# Python for SysAdmins – Modules

**just in case...**

* ... you wonder where you can find this script: it is available at [Github](https://github.com/eth-its/Python-for-SysAdmins/tree/main/ws2)
* ... you have a mess with your Python installation: [Python Best Practices – Getting Started](https://gitlab.ethz.ch/vermeul/python-best-practices/-/blob/master/01-Getting_Started.md) might help

## Batteries included: The standard library

Python comes with a lot of pre-installed modules ([Python standard library](https://docs.python.org/3/library/index.html)) which greatly extend the language.

Visit the [Python Module of the Week](https://pymotw.com/3/) website to get a useful introduction.

All these modules are directly shipped with every Python installation, hence **batteries included**. Which means, often no external module needs to be installed in order to run your code on a different machine. 

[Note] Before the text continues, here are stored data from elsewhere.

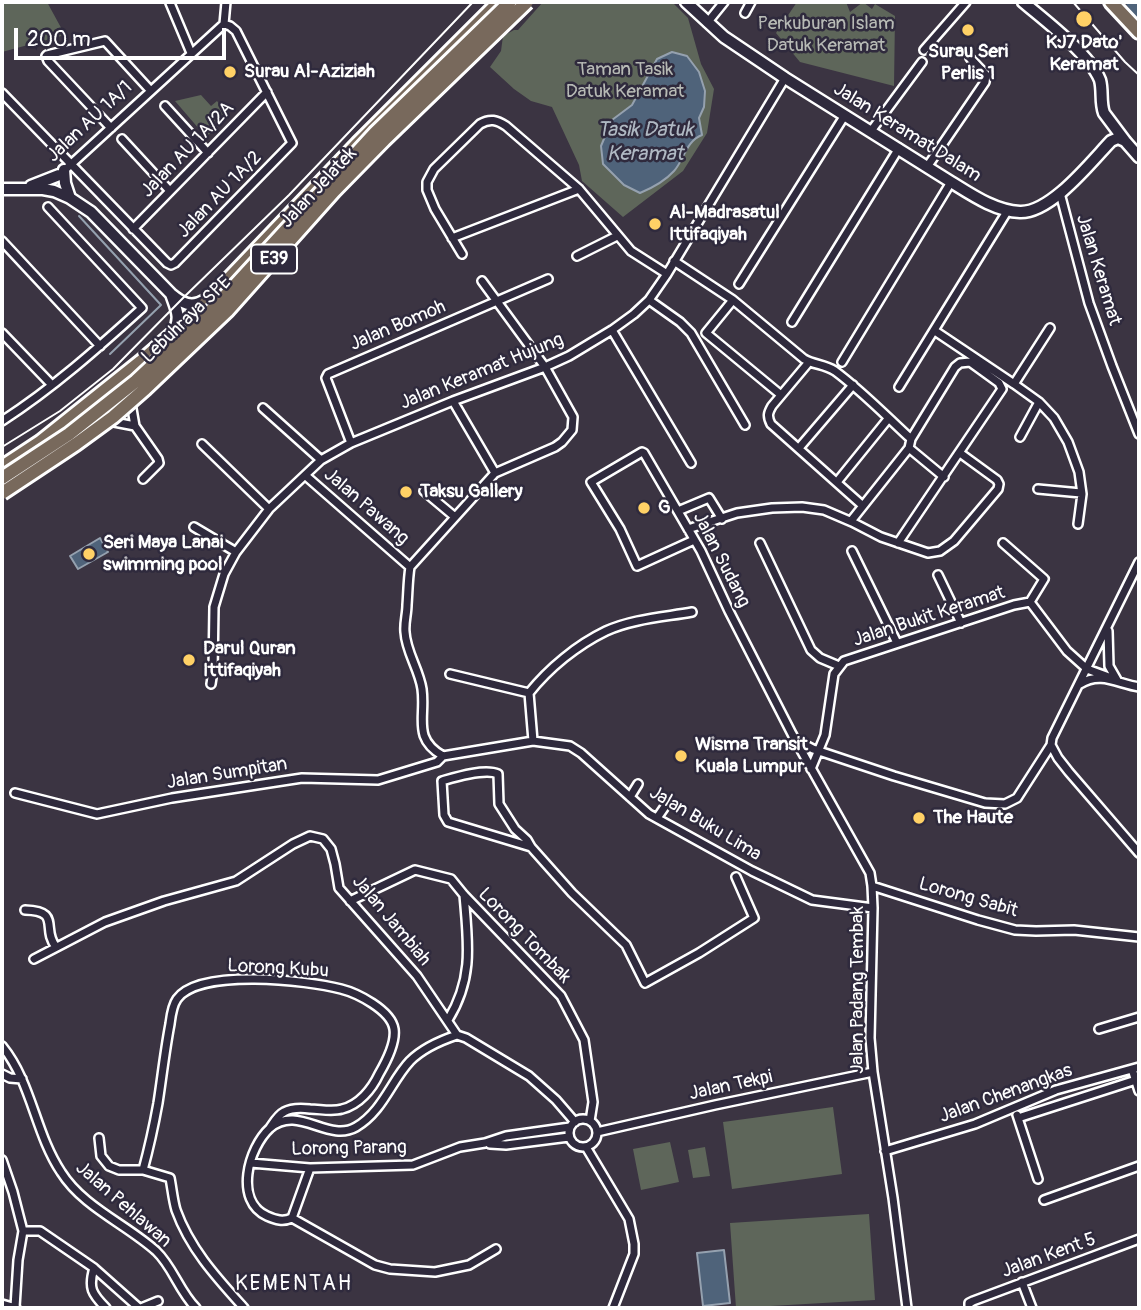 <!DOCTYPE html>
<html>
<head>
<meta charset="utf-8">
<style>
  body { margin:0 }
  #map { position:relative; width:1141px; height:1310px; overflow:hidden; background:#3b3442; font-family:Pangolin,sans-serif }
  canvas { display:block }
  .frame { position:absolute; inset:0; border:4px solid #fff; pointer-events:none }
  .scale { position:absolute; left:14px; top:28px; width:212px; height:32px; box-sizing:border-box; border:4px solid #fff; border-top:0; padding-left:9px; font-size:21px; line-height:24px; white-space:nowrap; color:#fff; -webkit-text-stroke:5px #2f2a3d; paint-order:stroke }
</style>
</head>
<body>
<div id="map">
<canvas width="1141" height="1310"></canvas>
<div class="frame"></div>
<div class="scale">200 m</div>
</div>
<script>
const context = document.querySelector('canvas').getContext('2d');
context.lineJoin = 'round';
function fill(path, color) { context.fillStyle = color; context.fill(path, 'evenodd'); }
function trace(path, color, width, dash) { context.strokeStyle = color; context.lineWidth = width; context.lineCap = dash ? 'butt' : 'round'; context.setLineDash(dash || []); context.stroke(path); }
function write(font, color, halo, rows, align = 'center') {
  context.font = font + ' Pangolin,sans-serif'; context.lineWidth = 5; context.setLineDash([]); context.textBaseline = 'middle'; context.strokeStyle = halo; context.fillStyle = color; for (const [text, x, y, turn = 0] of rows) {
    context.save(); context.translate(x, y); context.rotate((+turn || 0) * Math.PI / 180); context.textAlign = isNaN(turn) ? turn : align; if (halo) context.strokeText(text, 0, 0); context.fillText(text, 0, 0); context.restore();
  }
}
fill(new Path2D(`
  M2,2H47L65,35L2,52Z
  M543,2H672L688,18L701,64L714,89L707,133L683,171L623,217L582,181L579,165L552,107L531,101L514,89L490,67L501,51L503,36L514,30H518Z
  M797,2H846L850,12L863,2L872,9L875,4L895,16L894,86L800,62L776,33Z
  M201,95L211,106L217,101L229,117L206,137L175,101Z
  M833,1107L842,1174L732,1189L723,1122Z
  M670,1142L679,1182L641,1190L633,1149Z
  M705,1147L710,1176L693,1178L688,1150Z
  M869,1214L875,1300L736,1308L730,1223Z`), '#5e665a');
const water = new Path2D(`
  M672,52L687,56L699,72L705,91L704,107L699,118L702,135C686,141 684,160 674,171C665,181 652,188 640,193L624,185L603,164L601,146L612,120L632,105L657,59Z
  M100,538L108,552L78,569L70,556Z
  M724,1250L730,1303L703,1306L697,1253Z`);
fill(water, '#4f637a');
trace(water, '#95a1af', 2);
trace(new Path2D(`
  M79,216L161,305L110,354`), '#95a1af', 2);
trace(new Path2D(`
  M1132,2L1139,11`), '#4f637a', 12);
const street = new Path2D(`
  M170,3L191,53
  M745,13L751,2
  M707,23L724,2
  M224,24L226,2
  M924,50L966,2
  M2,93L167,263L171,265L175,263L292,143L236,31L230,26L224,24
  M165,106L208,153
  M111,128L48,61L46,56L47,55L105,41L150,90
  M871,131L922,62
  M122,139L170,191
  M927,167L985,82L986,75L970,58
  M67,168L224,24
  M1060,193L1089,303L1112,366L1139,434
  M133,229L267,92
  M452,238L579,189
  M2,241L100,346
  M462,254L435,209L427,190V182L434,169L480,124C490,118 497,120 506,126L579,189L631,251L667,274
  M577,256L617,236
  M674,261L733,300L706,333L781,395
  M739,284L845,115
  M649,300L680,322L691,333L745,425
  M733,300L804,359C814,365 824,364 835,371C862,391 886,416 911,439L909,448L944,477
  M792,322L899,148
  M612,330L691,463
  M935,331L1014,384L1039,402L1054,418L1068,442L1079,472L1082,494L1078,524
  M2,333L52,385
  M809,362L772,406C768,413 767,416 771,424L863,506
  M842,362L951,182
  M1014,384L1050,328
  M899,387L1008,210
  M453,401L495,473
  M131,403L135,426L158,459L159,463L143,479
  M263,408L321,460
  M2,421C53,388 98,348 142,308L48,207
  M109,421L135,426
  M1020,437L1039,402
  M351,443L326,378L328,374L548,279
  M202,444L269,509
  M799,448L853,385
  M306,476L410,567
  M837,482L888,419
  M1038,489L1081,493
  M424,491L455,517
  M678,511L709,498L722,519
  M851,521L909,448
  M194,527L236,552
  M688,529L737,513L772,508L802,507L824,510L852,522L881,537L928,553L940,551L954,541L998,489L999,484L997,480L960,453
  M694,540L637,566L620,529L591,482L642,452L644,453L701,551L729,611L792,734L870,873L872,886L873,908L870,1038L873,1072L893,1198L907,1308
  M760,543L811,650L820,658L839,666
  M898,543L1002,389L999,383L970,362L960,363L955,367L911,439
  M1003,543L1044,579L1030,602
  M852,551L897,643
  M410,567C408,579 408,592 407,605C407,614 404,623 405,632C406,652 419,669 422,689C426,718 412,738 443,756L533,741L570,746L581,753L649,814L752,871L812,900L873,908
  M410,567L495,473L555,447L562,442L572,430L573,417L545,367L482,281
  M938,575L961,623
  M1030,602L1067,651L1087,669L1117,680
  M1108,631L1109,666L1117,680
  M450,674L529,693
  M211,684L213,671L214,607L224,574L236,552L269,509L321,460L351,443L453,401L545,367L569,356L612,330L634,314L649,300L667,274L785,78
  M1080,684C1101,671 1118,684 1139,687
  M796,740L813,749L894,776L985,803L1005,804L1017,798L1051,745L1052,738L1139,562
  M533,741L529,693C549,668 577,645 606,631C632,619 664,617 692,612
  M1051,745L1058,758L1069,772L1139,853
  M811,769L825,735L834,674L844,661L1014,605L1030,602
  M15,793L97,814L172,798L302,778L378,780L437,762L443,756
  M630,797L638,784
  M657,818L666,805
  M531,847L448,822L444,815L442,781C456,777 485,768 498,774L499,804L515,829L527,840L531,847L572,893L626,945L645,983L699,953L754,918L736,877
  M872,886L978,920L1015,930L1036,931L1074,930L1139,937
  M350,901L415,870L451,879L464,895L561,996L584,1040L593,1102L590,1121
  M25,910C62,911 41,929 56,947
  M34,959L105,922L164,901L236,881L293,844L310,836L323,839L331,849L335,864L339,888L417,976L457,1035L466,1038L529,1076L556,1100L575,1122
  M448,1020C474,978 468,942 464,895
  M1099,1029L1139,1017
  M2,1046C32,1083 35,1133 61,1172C83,1207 126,1224 156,1251C173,1267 179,1291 196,1308
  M1132,1069L1139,1091
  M2,1074L10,1078L22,1079
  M1017,1115L1038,1179
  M1018,1118L1136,1080
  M569 1133a14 14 0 1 1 28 0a14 14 0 1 1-28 0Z
  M597,1132L715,1105L873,1072
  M99,1138L101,1156L109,1166L119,1170H143L170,1178C172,1188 173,1200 176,1210C190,1249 217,1278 244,1308
  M490,1144L506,1145L569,1137
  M586,1147L629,1219L634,1244V1254L613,1308
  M885,1151L975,1124L1056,1090L1139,1067
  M2,1160L13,1192L23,1231L18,1260L15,1307
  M251,1163L310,1168L413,1165L460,1147L485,1143L506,1136L570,1127
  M310,1168L292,1218C283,1222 276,1220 267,1216C234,1201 248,1148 270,1128C298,1104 328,1143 356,1127C383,1111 391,1081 410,1061C422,1049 442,1040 457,1035
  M143,1170C149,1148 154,1125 158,1103C162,1077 165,1050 170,1024C171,1016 172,1006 177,999C199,968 307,980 341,989C357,993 391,1010 394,1029C396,1042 386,1062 379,1074C372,1089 359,1105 342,1109C332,1112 320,1109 310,1109C302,1108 291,1108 284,1112C278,1115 274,1122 270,1128
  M1044,1200L1139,1166
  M292,1218L375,1265L390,1269L435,1272L469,1265L496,1249
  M23,1231H40L94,1268L139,1308
  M94,1268C88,1288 92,1294 106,1308
  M1022,1282L1032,1308
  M2,1304L16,1308
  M141,1308L158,1301
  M969,1308V1303L973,1301L1139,1239`);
const secondary = new Path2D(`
  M686,2L724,37L785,78L951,182C972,195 995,211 1020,212C1051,213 1091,162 1111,141L1118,138L1125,141
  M1023,2C1045,20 1090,55 1100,80C1103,91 1100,102 1104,113L1125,141L1139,157
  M64,170L65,183L70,198
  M31,186L59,175
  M2,189H43L54,191L70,198L91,212L171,294C182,303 191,309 205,300
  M171,294C176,309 182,318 173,332`);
const primary = new Path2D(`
  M2,466L40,441L140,361L194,314L357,143L498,2`);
const highway = new Path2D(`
  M1111,2L1139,32`);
trace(street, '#fff', 12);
trace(secondary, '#fff', 15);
trace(primary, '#fff', 16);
trace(highway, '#fff', 18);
trace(street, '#2f2a3d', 7);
trace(secondary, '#2f2a3d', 10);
trace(primary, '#78695c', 10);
trace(highway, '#78695c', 12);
trace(new Path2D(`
  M1073,2L1125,62L1139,75
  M2,447L60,411L113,369L183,298L289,195L473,2`), '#fff', 2);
const highwayBridge = new Path2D(`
  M2,478L69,434L136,381L217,305L375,133L510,2
  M2,493L76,444L113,417L145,389L227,311L334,191L384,140L527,2`);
trace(highwayBridge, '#fff', 18, []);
trace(highwayBridge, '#78695c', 12);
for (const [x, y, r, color] of [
  [1084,19,9,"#ffd166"],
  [968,30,7,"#ffd166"],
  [230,72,7,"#ffd166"],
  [655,224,7,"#ffd166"],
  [406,492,7,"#ffd166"],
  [644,508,7,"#ffd166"],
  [89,554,7,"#ffd166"],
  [189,660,7,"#ffd166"],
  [681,756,7,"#ffd166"],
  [919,818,7,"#ffd166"]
]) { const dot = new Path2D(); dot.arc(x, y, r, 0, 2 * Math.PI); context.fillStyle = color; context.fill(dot); trace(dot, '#2f2a3d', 2.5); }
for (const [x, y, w] of [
  [274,259,46]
]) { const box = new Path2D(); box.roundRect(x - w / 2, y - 14.5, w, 29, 5); context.fillStyle = '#2f2a3d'; context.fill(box); trace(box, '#fff', 2); }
write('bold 18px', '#fff', null, [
  ["E39",274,259]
]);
write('19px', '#b7bab5', '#2f2a3d', [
  ["Perkuburan Islam",826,24],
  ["Datuk Keramat",826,46],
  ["Taman Tasik",625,70],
  ["Datuk Keramat",625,92]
]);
write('bold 19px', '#fff', '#2f2a3d', [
  ["KJ7 Dato'",1084,43,"center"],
  ["Keramat",1084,65,"center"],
  ["Surau Seri",968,52,"center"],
  ["Perlis 1",968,74,"center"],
  ["Surau Al-Aziziah",244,72],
  ["Al-Madrasatul",669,213],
  ["Ittifaqiyah",669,235],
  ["Taksu Gallery",420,492],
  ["G",658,508],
  ["Seri Maya Lanai",103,543],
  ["swimming pool",103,565],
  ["Darul Quran",203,649],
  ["Ittifaqiyah",203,671],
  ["Wisma Transit",695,745],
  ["Kuala Lumpur",695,767],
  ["The Haute",933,818]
], 'left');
write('19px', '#fff', '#2f2a3d', [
  ["Jalan AU 1A/1",90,122,-43],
  ["Jalan Keramat Dalam",907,133,32],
  ["Jalan AU 1A/2A",188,150,-46],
  ["Jalan Jelatek",319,188,-47],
  ["Jalan AU 1A/2",220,195,-46],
  ["Jalan Keramat",1098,270,73],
  ["Lebuhraya SPE",187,320,-44],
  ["Jalan Bomoh",398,326,-23],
  ["Jalan Keramat Hujung",482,372,-22],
  ["Jalan Pawang",366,507,41],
  ["Jalan Sudang",721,560,63],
  ["Jalan Bukit Keramat",929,617,-18],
  ["Jalan Sumpitan",227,774,-9],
  ["Jalan Buku Lima",705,824,31],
  ["Lorong Sabit",968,898,16],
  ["Jalan Jambiah",391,921,50],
  ["Lorong Tombak",524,936,46],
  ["Lorong Kubu",278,969,3],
  ["Jalan Padang Tembak",858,990,-90],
  ["Jalan Tekpi",731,1086,-12],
  ["Jalan Chenangkas",1006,1094,-20],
  ["Lorong Parang",349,1149,-1],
  ["Jalan Pehlawan",123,1205,41],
  ["Jalan Kent 5",1049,1256,-20]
]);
write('italic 21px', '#b0b9c3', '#2f2a3d', [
  ["Tasik Datuk",645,131],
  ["Keramat",645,155]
]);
context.letterSpacing = '2px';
write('21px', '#fff', '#2f2a3d', [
  ["KEMENTAH",294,1285]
]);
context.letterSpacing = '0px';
</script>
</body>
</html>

For dealing with files and directories, we are going to look into a few modules of the [Python standard library](https://docs.python.org/3/library/index.html):

- [`os`](https://docs.python.org/3/library/os.html) – operating system interactions
- [`sys`](https://docs.python.org/3/library/sys.html) – Python runtime
- [`pathlib`](https://docs.python.org/3/library/pathlib.html) – object-oriented filesystem paths
- [`shutil`](https://docs.python.org/3/library/shutil.html) – High-level file operations (shell utilities)
- [`re`](https://docs.python.org/3/library/re.html) – Regular Expressions to extract text
- [`json`](https://docs.python.org/3/library/json.html) – JSON encoder and decoder
- [`csv`](https://docs.python.org/3/library/csv.html) – CSV files, reading and writing

To **use a module** in your code, you need to `import` it. Python will look in every path of listed in the `PYTHONPATH` environment variable until it finds it:

In [None]:
import sys
sys.path

### Excercise 1

- [ ] choose any of the modules in the standard library, create a new code cell and `import` that module. Execute the cell.
- [ ] Enter the cell again and use the `TAB` completion or read its docstring

## External modules: PyPi and its Python Package Manager `pip`

But there is much more! The [Python Package Index](https://pypi.org) hosts thousands of additional modules which solve almost all possible everyday problems. Simply use the `pip` command line tool, the Python package manager which is being shipped with Python, to install them.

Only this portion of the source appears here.